» TASK GOAL
Copy out the lines of the material that include the string "Tengah".

» EXCERPTED DATA

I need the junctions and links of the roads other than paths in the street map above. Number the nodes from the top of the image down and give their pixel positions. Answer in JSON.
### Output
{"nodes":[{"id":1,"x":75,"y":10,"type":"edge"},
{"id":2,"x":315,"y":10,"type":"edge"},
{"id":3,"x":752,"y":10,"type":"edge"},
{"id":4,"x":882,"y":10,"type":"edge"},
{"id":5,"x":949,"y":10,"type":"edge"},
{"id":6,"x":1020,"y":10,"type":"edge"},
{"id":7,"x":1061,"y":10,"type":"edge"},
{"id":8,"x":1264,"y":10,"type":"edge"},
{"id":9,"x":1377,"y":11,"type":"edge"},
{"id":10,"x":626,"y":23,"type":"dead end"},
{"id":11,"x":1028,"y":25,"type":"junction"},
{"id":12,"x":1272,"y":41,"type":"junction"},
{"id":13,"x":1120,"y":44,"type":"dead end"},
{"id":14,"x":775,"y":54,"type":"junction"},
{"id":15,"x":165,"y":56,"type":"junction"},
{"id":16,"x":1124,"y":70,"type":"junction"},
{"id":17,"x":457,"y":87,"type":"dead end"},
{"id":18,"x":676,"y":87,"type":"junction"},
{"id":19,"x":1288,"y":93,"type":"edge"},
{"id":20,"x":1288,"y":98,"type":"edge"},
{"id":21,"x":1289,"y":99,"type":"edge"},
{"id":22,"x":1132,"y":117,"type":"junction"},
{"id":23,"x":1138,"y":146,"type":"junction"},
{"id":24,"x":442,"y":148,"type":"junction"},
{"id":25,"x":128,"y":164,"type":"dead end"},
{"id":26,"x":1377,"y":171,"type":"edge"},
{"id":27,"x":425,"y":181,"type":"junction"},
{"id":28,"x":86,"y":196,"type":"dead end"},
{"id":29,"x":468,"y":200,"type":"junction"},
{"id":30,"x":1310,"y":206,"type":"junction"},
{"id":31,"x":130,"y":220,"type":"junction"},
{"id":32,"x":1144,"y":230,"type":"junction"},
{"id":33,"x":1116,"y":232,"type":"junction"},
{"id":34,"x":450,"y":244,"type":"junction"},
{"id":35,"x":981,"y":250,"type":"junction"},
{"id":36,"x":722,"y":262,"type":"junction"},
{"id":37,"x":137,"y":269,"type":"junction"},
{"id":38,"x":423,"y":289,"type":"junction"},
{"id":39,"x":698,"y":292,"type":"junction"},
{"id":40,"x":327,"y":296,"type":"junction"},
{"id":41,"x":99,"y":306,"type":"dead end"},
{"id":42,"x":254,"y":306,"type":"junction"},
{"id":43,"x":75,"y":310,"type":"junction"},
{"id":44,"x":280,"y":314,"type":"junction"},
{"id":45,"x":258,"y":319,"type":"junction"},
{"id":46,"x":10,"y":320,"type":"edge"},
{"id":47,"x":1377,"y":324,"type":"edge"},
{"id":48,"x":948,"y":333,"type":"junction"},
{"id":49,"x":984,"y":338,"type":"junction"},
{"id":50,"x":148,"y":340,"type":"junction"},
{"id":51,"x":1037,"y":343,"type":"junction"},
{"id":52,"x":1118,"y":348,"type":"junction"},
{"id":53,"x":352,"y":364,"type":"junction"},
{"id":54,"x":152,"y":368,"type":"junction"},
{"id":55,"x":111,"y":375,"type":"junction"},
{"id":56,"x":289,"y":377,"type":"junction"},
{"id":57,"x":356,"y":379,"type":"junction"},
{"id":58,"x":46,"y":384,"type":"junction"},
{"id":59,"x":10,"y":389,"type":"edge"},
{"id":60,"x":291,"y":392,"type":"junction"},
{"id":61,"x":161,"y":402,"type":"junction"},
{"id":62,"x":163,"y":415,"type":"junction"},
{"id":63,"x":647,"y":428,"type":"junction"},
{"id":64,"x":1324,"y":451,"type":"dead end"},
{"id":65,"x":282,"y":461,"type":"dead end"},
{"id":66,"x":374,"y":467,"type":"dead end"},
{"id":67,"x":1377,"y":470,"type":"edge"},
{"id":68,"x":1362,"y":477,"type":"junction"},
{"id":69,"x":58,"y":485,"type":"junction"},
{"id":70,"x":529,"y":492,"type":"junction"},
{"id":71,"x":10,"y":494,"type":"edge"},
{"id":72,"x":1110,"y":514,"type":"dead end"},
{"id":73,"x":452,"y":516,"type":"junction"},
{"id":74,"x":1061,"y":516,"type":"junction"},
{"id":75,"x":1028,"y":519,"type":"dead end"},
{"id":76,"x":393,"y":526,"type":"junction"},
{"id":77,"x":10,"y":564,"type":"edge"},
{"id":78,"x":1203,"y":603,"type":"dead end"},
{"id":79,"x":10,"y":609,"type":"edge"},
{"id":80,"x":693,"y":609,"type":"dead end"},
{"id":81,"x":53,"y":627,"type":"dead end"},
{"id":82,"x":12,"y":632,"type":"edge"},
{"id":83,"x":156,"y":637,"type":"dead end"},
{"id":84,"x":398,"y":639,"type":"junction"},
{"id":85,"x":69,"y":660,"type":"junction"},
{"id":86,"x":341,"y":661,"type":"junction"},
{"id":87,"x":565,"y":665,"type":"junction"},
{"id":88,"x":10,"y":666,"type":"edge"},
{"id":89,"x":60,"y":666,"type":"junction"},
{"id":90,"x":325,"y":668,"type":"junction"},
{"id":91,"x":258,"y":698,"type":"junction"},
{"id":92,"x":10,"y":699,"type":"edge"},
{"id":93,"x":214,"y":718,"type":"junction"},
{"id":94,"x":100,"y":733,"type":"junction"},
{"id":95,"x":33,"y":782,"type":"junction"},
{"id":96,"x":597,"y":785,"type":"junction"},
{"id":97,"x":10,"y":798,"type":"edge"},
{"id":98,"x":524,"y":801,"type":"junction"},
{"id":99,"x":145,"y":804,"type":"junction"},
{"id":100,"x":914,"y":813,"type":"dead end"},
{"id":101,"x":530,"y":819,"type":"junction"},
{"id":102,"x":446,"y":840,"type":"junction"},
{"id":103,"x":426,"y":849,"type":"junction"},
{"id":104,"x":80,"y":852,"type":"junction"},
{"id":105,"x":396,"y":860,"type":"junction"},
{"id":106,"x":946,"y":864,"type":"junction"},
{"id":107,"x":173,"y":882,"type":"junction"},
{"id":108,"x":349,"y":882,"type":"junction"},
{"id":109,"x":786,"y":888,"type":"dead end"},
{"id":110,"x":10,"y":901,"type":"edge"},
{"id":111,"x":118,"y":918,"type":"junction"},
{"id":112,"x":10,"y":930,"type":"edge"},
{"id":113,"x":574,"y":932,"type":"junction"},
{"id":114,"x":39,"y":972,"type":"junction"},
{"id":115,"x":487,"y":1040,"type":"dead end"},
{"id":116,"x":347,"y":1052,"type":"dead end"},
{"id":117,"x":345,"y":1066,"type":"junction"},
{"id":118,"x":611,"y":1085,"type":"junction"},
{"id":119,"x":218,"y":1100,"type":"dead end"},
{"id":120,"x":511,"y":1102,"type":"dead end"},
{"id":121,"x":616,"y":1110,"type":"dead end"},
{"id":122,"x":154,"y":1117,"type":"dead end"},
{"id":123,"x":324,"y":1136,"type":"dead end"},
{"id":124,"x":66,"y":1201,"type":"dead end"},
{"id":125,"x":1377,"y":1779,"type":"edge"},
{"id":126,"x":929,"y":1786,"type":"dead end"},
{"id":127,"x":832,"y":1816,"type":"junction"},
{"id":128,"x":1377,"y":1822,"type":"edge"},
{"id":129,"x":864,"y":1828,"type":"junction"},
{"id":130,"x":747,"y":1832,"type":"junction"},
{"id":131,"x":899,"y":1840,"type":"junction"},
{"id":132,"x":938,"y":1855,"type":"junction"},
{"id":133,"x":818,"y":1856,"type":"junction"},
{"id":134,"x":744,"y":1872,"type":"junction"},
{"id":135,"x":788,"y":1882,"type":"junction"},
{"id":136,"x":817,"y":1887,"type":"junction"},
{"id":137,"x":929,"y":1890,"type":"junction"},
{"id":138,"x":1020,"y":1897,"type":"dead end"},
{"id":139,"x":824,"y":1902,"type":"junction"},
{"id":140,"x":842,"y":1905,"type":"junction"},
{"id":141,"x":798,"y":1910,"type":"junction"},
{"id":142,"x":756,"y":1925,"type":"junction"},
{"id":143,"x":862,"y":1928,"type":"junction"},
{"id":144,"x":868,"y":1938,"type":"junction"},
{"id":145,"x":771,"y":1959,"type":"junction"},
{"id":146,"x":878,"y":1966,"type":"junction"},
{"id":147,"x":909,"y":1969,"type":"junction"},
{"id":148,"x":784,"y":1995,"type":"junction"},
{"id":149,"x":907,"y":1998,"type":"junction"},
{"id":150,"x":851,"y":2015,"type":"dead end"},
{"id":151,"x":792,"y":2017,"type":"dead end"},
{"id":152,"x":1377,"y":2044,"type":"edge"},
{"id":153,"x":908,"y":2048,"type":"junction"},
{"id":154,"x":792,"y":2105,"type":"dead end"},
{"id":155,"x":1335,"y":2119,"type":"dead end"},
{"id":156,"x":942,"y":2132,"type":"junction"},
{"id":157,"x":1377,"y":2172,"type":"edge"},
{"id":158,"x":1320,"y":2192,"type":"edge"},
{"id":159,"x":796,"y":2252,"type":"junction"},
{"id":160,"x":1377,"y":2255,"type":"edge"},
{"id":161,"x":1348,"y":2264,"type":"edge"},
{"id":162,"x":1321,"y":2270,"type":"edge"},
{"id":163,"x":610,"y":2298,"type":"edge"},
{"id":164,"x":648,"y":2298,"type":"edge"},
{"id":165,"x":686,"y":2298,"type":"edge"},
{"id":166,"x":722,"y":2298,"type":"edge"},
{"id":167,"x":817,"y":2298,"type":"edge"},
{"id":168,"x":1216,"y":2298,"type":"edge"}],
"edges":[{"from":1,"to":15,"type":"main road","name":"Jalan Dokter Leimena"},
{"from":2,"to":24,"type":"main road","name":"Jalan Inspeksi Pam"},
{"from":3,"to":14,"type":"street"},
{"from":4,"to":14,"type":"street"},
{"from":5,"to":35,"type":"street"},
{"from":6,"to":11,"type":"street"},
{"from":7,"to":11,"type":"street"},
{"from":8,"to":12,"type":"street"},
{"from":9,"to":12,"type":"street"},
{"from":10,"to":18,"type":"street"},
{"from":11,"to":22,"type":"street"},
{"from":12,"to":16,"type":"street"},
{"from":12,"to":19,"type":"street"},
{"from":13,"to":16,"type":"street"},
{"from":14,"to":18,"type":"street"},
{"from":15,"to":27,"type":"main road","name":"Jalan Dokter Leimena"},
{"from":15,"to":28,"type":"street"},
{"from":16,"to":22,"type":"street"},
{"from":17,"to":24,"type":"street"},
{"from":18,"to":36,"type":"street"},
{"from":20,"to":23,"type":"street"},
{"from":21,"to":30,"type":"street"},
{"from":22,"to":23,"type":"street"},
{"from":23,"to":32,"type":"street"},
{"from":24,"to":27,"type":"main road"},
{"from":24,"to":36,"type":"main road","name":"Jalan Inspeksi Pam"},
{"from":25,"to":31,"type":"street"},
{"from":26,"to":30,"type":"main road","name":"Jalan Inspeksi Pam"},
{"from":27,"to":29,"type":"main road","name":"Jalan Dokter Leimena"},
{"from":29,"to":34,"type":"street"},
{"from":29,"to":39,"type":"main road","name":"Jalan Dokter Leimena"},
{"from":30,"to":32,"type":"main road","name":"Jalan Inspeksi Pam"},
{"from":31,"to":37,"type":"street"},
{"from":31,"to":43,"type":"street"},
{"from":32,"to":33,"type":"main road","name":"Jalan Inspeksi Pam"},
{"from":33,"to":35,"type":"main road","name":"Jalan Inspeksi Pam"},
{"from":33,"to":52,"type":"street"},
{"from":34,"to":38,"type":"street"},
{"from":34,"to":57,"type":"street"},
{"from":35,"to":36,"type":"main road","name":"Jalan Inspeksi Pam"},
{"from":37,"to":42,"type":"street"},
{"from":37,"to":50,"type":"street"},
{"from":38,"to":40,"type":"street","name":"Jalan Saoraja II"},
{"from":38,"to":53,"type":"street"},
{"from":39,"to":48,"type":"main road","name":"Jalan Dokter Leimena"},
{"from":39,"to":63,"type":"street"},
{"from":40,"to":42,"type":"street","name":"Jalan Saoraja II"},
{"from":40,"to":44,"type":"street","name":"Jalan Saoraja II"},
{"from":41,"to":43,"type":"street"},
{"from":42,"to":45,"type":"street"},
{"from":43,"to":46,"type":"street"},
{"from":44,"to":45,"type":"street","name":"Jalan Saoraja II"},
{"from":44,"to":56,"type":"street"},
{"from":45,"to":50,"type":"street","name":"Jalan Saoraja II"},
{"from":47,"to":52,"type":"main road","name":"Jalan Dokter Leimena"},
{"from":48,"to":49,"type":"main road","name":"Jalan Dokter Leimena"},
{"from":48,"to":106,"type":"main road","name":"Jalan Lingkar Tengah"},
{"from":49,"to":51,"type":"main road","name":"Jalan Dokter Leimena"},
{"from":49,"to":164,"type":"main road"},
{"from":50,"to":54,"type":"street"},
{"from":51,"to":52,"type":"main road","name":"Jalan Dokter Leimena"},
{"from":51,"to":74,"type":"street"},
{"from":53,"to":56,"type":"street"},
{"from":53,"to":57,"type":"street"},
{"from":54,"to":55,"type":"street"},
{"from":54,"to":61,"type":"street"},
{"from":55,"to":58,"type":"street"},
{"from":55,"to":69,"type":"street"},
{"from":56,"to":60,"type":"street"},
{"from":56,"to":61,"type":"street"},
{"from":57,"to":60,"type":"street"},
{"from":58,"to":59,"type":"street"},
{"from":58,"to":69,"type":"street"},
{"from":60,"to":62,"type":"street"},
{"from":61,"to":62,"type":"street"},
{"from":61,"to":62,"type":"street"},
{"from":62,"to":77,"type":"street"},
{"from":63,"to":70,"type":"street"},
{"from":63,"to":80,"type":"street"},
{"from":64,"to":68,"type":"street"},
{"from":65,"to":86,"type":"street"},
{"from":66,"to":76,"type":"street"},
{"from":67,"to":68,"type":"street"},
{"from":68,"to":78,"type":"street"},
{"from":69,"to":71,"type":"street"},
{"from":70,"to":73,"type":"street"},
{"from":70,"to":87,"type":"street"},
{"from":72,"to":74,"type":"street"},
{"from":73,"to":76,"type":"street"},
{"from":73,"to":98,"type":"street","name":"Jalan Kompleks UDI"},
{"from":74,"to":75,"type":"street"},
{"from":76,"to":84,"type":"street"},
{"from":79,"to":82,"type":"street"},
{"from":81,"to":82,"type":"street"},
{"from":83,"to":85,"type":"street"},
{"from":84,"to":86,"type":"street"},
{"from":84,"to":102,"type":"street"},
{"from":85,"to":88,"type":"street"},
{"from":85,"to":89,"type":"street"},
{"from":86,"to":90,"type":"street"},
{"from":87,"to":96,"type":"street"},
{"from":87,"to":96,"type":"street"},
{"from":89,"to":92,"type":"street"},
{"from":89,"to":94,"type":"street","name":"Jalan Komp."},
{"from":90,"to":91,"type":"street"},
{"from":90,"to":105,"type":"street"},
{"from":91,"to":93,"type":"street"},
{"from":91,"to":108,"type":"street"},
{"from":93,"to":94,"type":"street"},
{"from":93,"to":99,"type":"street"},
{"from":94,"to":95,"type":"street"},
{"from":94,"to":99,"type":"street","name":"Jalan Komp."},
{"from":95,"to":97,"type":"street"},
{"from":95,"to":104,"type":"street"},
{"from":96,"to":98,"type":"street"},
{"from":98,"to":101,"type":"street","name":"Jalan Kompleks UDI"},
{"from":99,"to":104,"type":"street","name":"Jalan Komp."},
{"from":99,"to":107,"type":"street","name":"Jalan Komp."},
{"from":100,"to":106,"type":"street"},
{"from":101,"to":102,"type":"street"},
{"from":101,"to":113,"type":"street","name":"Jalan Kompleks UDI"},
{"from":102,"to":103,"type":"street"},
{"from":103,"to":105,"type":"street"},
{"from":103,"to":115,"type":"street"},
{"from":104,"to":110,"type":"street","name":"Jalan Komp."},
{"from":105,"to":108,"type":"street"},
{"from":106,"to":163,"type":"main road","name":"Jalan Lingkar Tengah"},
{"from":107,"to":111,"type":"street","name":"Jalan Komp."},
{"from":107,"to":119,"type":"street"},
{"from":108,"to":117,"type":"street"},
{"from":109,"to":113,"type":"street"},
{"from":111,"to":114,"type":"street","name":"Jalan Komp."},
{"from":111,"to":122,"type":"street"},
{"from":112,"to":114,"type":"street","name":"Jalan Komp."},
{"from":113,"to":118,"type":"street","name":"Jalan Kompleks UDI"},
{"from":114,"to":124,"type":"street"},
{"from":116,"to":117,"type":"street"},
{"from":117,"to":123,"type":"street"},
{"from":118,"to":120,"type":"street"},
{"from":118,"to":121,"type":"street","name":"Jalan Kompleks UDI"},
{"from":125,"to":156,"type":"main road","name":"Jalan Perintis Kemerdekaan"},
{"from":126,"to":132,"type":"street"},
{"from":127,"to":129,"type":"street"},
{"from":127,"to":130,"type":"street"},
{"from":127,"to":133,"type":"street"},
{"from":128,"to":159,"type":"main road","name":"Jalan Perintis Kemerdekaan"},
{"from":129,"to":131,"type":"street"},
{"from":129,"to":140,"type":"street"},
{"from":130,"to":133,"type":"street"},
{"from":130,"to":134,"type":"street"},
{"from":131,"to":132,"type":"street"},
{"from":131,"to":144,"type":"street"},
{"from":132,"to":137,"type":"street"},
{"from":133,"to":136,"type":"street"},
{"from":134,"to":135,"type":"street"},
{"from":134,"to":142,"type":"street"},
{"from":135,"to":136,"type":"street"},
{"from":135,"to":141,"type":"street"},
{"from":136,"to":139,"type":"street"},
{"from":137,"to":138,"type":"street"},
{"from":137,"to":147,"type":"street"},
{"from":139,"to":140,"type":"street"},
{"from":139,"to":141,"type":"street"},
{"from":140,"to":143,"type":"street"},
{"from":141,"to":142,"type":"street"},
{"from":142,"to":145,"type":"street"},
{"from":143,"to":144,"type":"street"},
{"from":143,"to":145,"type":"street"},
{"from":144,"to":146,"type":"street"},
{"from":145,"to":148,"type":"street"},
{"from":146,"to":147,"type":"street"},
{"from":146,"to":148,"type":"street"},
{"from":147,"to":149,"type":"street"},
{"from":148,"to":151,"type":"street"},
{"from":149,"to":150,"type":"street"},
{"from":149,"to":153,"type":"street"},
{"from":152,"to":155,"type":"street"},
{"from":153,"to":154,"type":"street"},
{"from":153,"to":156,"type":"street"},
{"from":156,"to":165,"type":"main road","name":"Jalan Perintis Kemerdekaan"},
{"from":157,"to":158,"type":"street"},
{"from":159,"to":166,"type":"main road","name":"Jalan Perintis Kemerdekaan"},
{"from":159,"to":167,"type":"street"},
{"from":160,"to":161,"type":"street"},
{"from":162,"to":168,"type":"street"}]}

» RESPONSE
{"from":48,"to":106,"type":"main road","name":"Jalan Lingkar Tengah"},
{"from":106,"to":163,"type":"main road","name":"Jalan Lingkar Tengah"},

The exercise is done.